Spostare la produzione fuori dalla Cina risulta complicato, vista la centralità della regione del Guangdong e di Guangzhou nella catena produttiva e logistica delle due società. I modelli di business delle due aziende tagliano fuori grossisti, distributori e rivenditori tradizionali: Shein produce direttamente (tramite terzi) e vende al cliente, Temu mette invece in contatto diretto produttore-venditore e cliente. Economie di scala, logistica ottimizzata e (molti) compromessi su qualità dei prodotti e rispetto di norme e certificazioni fanno il resto, permettendo ai due colossi di vendere a prezzi irrisori. Ora il modello barcolla, almeno negli Usa.
E in Europa e in Italia?
Tutta questa situazione, al momento, chiama in causa soltanto gli Stati Uniti. Collegandosi alle versioni italiane di Temu e Shein, tutto è normale, con la solita infinita di oggetti venduti a prezzi irrisori (sulla versione Usa di Temu invece è in bella vista un banner che dice «nessuna tassa per tutti i magazzini locali»). Le due aziende, vista la situazione oltreoceano, potrebbero accelerare la spinta del marketing in altri mercati, come quello Europeo. Ma anche l’Ue ha già acceso i riflettori regolamentari sull’ecommerce made in China.

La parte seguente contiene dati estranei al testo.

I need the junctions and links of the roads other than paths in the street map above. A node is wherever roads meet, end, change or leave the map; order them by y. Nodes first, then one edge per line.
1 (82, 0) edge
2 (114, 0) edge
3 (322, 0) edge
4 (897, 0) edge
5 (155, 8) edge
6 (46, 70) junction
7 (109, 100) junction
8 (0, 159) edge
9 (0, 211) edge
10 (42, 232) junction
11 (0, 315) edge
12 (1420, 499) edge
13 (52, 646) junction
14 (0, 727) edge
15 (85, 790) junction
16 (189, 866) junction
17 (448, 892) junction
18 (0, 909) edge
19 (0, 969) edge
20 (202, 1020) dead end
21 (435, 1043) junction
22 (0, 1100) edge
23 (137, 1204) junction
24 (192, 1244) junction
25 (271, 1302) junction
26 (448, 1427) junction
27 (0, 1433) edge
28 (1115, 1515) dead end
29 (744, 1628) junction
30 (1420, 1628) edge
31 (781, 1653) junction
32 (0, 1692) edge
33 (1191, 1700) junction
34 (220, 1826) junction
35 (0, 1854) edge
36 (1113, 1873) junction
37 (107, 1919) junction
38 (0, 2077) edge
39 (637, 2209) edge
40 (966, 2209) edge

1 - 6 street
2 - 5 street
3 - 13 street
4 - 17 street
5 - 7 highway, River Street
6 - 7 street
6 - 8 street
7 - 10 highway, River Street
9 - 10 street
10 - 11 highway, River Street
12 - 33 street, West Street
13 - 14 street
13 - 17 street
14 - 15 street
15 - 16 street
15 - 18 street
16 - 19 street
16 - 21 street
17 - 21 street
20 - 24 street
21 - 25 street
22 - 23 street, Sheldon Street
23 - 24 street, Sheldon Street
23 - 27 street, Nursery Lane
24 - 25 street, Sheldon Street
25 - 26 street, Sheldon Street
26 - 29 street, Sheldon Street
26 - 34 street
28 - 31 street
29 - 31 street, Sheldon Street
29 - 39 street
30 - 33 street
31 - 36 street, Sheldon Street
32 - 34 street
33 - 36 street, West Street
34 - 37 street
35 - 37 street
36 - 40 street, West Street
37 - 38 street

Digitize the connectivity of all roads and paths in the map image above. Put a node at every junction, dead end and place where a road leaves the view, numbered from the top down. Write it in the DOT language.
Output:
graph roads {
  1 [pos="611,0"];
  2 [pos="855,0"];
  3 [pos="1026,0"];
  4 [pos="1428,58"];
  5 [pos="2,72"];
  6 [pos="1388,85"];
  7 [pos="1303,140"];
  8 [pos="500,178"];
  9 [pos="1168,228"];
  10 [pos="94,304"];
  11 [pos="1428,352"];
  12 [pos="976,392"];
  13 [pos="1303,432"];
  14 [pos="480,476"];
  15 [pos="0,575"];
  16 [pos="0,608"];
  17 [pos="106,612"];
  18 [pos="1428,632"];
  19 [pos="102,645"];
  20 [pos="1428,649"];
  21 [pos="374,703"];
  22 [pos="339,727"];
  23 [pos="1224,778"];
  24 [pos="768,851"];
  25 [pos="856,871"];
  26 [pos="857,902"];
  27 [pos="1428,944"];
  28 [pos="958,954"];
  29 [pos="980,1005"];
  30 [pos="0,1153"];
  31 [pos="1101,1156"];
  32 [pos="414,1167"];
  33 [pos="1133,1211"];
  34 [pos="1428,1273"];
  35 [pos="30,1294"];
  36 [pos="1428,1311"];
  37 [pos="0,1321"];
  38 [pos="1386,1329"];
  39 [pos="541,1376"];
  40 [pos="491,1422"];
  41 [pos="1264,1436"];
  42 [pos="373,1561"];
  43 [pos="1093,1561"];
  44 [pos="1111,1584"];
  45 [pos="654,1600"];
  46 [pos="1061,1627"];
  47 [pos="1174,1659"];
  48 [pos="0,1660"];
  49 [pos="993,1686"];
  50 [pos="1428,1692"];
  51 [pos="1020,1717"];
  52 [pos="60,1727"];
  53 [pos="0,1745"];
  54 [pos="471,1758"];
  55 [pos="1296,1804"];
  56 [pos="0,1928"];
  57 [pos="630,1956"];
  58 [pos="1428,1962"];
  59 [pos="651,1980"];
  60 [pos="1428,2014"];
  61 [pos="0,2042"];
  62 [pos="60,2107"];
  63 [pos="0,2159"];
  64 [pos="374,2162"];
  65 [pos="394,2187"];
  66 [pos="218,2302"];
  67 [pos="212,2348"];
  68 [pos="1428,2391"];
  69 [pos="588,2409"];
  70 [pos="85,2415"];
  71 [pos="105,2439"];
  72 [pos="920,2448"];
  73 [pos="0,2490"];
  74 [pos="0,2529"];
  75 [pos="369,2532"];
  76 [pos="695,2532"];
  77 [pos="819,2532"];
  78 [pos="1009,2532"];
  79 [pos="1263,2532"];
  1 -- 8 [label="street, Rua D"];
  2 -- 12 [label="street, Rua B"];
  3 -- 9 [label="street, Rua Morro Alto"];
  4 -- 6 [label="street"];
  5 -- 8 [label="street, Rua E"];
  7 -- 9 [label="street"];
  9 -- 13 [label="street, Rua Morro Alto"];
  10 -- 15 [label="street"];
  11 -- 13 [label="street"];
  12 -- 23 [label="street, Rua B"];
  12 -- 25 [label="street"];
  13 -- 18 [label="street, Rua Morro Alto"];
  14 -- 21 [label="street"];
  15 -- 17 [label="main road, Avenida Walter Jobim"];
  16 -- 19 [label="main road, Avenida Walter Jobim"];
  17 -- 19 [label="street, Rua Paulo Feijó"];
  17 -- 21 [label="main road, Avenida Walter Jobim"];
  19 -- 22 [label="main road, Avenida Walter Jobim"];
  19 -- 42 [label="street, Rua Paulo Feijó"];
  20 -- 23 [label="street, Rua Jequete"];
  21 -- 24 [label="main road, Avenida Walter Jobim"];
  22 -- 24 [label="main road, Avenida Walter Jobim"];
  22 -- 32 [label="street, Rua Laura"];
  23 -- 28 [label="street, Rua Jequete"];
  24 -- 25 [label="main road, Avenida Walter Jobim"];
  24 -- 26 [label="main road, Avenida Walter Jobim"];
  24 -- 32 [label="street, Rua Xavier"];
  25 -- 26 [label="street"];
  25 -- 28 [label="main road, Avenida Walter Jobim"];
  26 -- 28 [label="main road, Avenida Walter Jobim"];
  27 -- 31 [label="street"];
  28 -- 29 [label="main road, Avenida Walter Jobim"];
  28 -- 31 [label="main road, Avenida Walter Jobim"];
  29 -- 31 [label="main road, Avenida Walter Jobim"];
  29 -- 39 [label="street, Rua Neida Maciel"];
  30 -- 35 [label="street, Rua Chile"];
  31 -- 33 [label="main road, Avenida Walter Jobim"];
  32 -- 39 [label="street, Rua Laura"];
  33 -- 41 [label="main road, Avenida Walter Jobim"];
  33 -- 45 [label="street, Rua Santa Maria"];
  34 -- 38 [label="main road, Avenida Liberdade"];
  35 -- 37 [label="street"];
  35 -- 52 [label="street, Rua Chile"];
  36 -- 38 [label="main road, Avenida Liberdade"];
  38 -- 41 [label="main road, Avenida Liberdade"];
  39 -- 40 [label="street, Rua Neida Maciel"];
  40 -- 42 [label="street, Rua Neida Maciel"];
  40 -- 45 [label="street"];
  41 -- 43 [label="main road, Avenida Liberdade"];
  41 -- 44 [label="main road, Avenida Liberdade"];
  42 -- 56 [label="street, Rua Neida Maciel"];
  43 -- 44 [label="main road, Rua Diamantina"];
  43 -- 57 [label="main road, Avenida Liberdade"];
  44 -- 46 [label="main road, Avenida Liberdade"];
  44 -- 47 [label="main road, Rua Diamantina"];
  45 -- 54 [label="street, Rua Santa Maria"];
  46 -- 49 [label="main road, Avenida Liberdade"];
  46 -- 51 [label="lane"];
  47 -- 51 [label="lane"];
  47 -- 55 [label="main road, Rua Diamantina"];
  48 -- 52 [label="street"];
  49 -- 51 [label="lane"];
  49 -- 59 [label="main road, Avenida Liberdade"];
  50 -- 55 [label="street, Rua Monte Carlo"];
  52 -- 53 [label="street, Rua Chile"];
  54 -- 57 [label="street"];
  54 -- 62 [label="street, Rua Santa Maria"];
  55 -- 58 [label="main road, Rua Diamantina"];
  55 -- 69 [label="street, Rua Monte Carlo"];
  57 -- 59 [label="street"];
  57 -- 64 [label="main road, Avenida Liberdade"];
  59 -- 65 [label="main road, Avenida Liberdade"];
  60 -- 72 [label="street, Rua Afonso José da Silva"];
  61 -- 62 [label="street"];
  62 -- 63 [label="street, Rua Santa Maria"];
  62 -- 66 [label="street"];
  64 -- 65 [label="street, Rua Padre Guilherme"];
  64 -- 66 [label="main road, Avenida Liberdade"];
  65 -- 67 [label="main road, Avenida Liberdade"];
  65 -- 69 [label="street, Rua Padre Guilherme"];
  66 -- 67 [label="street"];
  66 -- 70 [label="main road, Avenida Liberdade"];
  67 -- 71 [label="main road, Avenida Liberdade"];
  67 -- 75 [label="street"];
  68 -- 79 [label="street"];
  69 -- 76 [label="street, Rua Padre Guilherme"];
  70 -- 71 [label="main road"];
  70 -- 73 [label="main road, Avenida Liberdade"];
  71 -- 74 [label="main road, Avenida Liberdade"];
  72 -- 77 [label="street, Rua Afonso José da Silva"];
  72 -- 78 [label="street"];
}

Attualmente, queste piattaforme sono soggette al Digital Services Act (DSA), che impone obblighi di trasparenza e responsabilità, e la Commissione Europea ha avviato indagini per verificare il rispetto delle norme, in particolare sulla sicurezza dei prodotti e la trasparenza delle pratiche commerciali.
Inoltre ci sono diverse proposte in discussione: la più rilevante è quella di abolire l’esenzione doganale per pacchi di valore inferiore a 150 euro, una misura che favorirebbe la leale concorrenza e aumenterebbe la tracciabilità dei prodotti. Si discute anche l’introduzione di una tassa di gestione su ogni pacco importato, che potrebbe incidere sui costi finali per i consumatori, e dell’inasprimento dei controlli doganali, con l’obbligo per i marketplace di fornire informazioni dettagliate sui prodotti importati.
Altra ipotesi è quella di riconoscere i marketplace come «operatori economici», rendendoli legalmente responsabili per i prodotti venduti da terzi, aumentando così la tutela dei consumatori.
Alcune di queste norme potrebbero essere adottate nel corso del 2025.